TASK DIRECTIONS:
Once you find a line containing the word "Sebastian" in the entries below, copy it.

DATA LISTING:
——

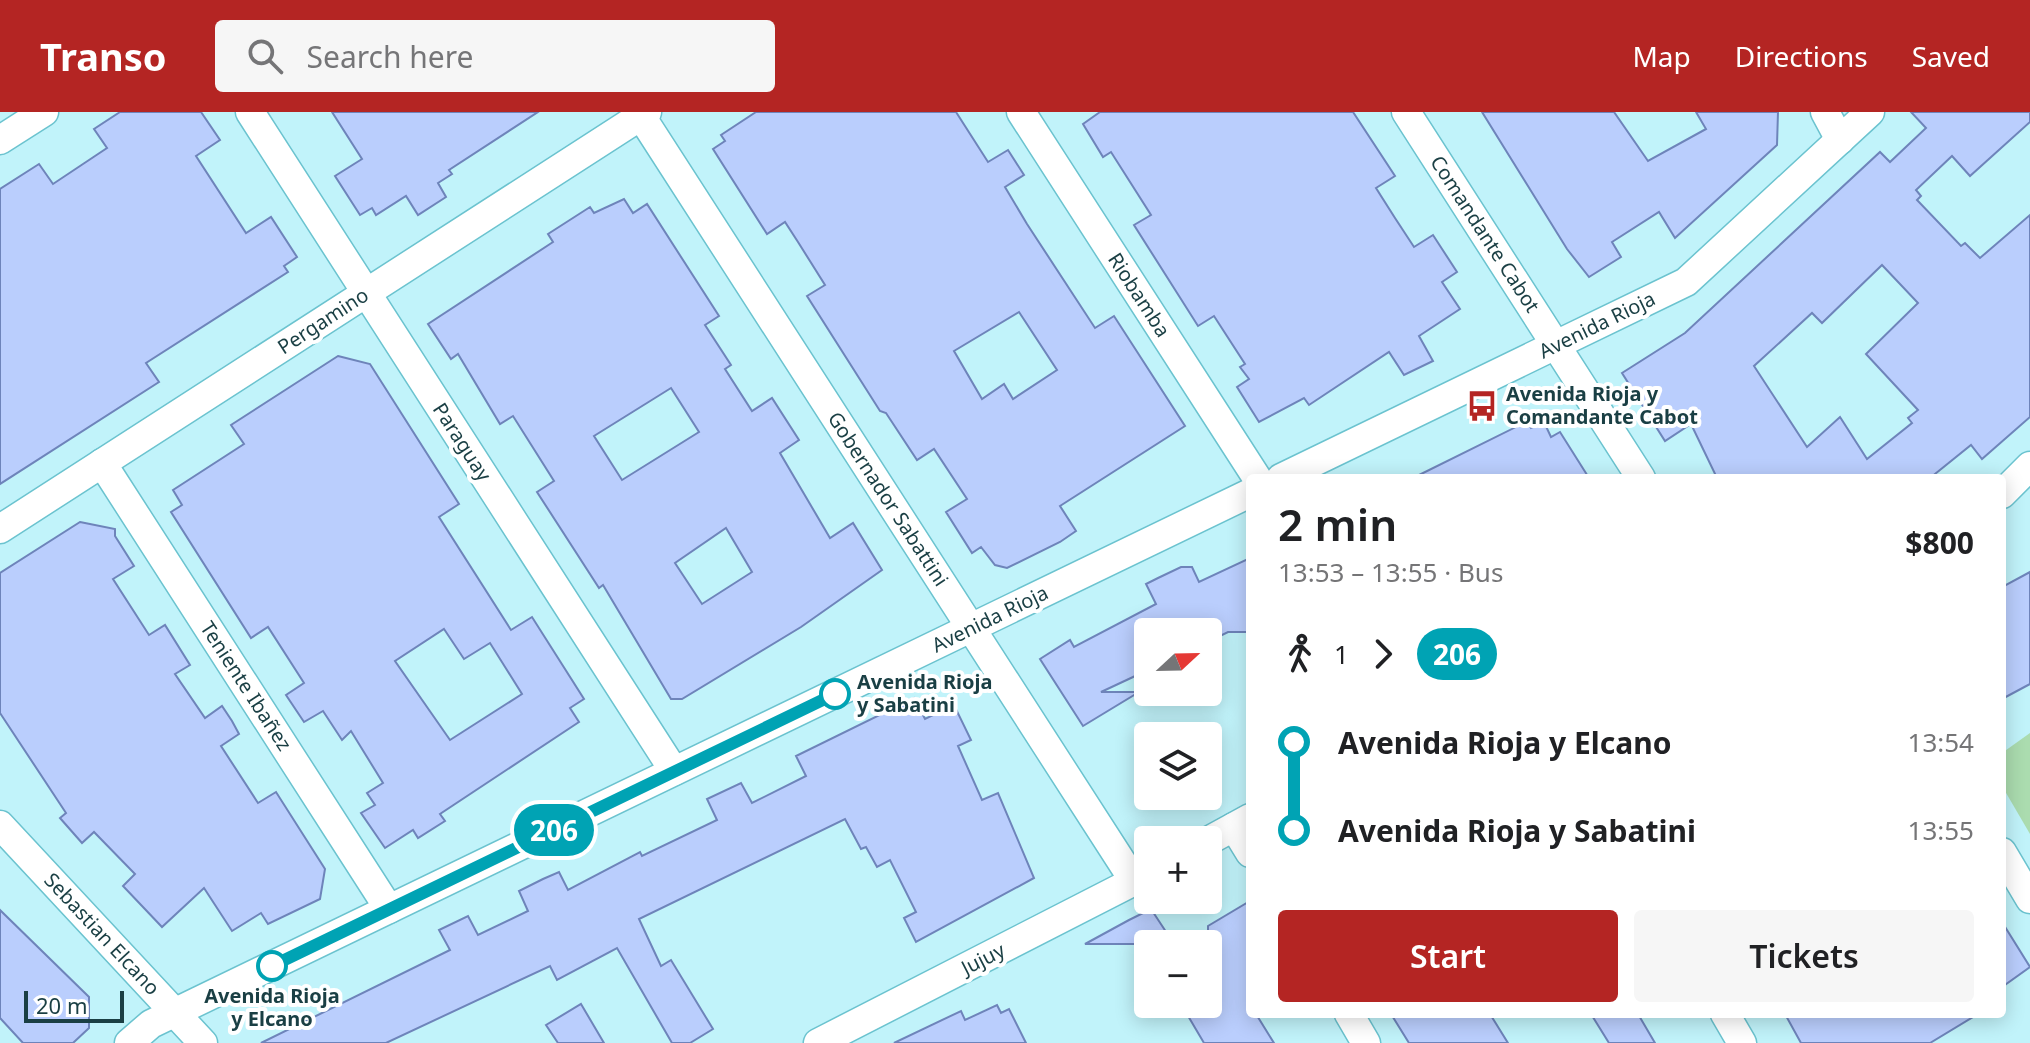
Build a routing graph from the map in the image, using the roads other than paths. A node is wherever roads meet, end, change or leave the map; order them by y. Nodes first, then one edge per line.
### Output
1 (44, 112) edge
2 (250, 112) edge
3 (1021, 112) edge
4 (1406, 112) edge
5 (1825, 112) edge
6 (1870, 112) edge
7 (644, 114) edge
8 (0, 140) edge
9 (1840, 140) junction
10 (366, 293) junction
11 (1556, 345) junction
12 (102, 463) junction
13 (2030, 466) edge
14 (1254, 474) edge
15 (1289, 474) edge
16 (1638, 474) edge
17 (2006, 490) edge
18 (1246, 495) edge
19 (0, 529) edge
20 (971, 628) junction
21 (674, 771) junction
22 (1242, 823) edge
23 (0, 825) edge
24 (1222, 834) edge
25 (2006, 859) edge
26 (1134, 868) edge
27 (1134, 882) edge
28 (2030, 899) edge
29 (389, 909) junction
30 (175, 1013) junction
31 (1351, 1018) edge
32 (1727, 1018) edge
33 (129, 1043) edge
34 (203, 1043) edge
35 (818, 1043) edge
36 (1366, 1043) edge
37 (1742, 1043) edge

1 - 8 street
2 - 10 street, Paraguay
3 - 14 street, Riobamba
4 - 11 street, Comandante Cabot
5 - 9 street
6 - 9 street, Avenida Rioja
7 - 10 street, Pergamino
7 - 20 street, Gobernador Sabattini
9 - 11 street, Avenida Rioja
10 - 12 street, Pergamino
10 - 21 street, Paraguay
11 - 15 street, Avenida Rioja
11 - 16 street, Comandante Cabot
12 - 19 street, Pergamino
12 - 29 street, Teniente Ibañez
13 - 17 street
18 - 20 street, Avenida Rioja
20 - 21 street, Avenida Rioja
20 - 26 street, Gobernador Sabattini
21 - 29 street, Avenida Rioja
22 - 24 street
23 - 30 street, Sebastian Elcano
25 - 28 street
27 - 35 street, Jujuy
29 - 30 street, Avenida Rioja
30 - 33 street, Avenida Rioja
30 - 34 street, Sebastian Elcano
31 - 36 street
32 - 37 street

——

SOLUTION TO THIS EXERCISE:
23 - 30 street, Sebastian Elcano
30 - 34 street, Sebastian Elcano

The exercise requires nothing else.